Ce jour-là, écarté d’un revers de manche, j’avais en quelque sorte rejoint le peuple, aussi humilié que lui, prêt à en découdre, quelles que soient les conséquences. L’anecdote avait fait sensation dans la famille. Seule ma mère se bouchait encore les yeux et les oreilles.

Rébellion, Résistance en amateur. Je suis vite tombé entre les griffes de la Gestapo. Rien d’original : méthodes habituelles de ce genre d’individus, basées sur le doute, la peur, la souffrance, laisser espérer, désespérer… Manipulation, torture… la panoplie des sévices physiques et moraux. Il paraît qu’à ce jeu, on mûrit plus vite…

Paradoxalement, je me suis senti plutôt heureux à cette époque, autonome, libéré du carcan familial. Et surtout libre, pouvant exercer cette liberté dans la cadre que j’avais choisi. Modus disait que « j’avais tué le père », de son sourire grinçant. Ensuite, descente aux enfers classique. Je cranais moins. "Grandes vacances" à Matahausen, comme disait Francis Ambrière. Face à la déchéance physique, l’esprit a bien du mal à surnager.
Au camp, dans ma baraque, j’ai vécu avec la France profonde dans la vermine et la promiscuité. J’ai connu des salauds qui portaient beau et planquaient leurs colis, des types qui avaient le cœur sur la main, vivaient comme si demain n’existait pas et donnaient des spectacles pour divertir les autres, tenter de leur changer un peu les idées.
 Des actes de résistance aussi, certes minimes, certes dérisoires  mais qui prouvaient que nous étions vivants.

 À mon retour, Paris avait changé. Moi aussi. Ma famille aussi avait été marquée par les événements. Beaucoup s’en était sorti, la vie pouvait reprendre comme avant. Ce "Comme avant" signifiait comme avant la guerre, une espèce d’âge d’or fantasmé.
Les Français ont vraiment la mémoire courte.

Avec ma mère, c’était à couteaux tirés. Son cher fils l’avait trahi comme Pétain l’avait trahi. C’était beaucoup pour une femme qui vivait de certitudes. J’ai retrouvé mes copains de déportation, une famille, une chaleur. Je me sentais en sécurité, protégé par leur solidarité.  Je les ai suivis dans leur quotidien, tourneur dans une boîte d’engrenages. Un boulot dur, mon salut au monde du travail. Les gars savaient ce que voulait dire solidarité, des gars dévoués, au service des autres. Jamais je n’ai retrouvé une telle complicité, une telle chaleur, une telle abnégation, sans rien attendre en échange. Un peu comme quand j’étais en captivité, l’envie de m’engager totalement avec eux.
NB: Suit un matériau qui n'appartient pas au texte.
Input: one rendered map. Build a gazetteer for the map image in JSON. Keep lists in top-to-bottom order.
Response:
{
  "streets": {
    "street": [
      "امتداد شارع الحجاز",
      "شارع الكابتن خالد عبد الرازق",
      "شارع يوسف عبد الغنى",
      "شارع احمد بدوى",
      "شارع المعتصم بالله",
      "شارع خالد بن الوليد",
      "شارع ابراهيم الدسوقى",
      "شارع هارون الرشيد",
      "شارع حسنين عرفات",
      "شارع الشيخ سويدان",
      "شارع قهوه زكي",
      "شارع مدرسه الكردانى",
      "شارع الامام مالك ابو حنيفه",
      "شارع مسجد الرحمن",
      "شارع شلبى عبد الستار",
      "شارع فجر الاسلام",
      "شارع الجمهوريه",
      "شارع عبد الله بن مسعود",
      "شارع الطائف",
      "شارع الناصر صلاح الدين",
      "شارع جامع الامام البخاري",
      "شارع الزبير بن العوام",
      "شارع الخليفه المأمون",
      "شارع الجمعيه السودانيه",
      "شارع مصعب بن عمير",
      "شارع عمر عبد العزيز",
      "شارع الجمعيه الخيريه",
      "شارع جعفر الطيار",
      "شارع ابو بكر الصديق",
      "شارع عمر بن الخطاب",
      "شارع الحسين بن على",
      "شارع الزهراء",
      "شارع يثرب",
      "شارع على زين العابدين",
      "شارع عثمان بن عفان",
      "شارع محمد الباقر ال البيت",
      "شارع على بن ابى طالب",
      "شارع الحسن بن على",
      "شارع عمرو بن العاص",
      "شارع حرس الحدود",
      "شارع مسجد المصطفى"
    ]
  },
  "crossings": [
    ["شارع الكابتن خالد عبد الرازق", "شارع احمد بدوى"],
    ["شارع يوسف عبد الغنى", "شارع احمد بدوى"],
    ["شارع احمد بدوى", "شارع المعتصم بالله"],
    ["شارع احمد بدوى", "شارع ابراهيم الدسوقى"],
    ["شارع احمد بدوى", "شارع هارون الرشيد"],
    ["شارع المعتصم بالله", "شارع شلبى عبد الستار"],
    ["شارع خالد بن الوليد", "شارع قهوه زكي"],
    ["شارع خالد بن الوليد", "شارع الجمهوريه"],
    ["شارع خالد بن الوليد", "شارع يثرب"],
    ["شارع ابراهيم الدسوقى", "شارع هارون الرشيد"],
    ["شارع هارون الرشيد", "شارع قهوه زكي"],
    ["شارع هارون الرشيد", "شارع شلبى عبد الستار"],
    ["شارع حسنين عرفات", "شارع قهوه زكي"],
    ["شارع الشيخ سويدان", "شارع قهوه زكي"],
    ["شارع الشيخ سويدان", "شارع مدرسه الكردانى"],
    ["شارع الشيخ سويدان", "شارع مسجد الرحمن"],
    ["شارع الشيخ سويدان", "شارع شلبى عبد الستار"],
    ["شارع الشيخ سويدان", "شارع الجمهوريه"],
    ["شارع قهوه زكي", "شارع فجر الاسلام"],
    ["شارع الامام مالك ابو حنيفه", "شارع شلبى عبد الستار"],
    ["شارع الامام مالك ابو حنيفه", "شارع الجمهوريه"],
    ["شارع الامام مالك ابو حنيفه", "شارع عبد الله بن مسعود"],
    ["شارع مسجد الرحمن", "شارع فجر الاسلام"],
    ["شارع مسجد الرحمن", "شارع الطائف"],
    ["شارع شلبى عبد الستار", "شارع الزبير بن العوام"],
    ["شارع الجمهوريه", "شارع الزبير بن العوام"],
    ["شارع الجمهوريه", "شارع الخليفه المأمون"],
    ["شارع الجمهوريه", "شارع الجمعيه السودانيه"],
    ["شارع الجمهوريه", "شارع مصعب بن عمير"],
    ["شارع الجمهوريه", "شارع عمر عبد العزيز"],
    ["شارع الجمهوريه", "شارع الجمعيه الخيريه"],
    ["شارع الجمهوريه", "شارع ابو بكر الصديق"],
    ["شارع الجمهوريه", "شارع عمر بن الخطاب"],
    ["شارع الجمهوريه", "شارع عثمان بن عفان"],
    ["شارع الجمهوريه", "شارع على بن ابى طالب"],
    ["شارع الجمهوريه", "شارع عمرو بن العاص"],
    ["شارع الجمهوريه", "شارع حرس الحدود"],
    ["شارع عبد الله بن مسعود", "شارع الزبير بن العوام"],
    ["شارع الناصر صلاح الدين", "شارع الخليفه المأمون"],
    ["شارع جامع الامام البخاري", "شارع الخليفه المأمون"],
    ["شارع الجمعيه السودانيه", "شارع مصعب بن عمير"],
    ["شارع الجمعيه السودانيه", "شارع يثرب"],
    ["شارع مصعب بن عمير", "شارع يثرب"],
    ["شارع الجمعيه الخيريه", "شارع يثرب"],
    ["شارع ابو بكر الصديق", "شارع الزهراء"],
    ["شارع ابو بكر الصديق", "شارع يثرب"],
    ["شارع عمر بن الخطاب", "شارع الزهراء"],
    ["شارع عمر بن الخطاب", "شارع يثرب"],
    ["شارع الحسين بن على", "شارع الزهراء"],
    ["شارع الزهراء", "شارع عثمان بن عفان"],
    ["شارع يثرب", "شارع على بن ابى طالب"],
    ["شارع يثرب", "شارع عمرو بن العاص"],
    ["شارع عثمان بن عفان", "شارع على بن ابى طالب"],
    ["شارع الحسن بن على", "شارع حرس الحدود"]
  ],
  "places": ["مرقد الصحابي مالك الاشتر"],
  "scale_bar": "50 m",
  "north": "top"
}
Mais entre la hiérarchie, ceux qui pensent et les militants de base, les objectifs des uns ne cadrent pas avec les aspirations des autres. Pour moi, ce monde a fini par s’écrouler et j’ai rejoint une autre réalité.  À mon corps défendant.

C’est alors que j’ai rencontré Modus… Il donnait une impression de force qui m’a impressionné. Je n’avais encore jamais rencontré un homme qu’on appelait parfois  «la force tranquille ». Tout de suite, il m’a mis le marché en mains : « Je veux pouvoir compter sur toi comme tu peux compter sur moi ». Œil fixe qui fouaille, visage de marbre. J’ai hoché la tête en guise d’acquiescement. La messe était dite.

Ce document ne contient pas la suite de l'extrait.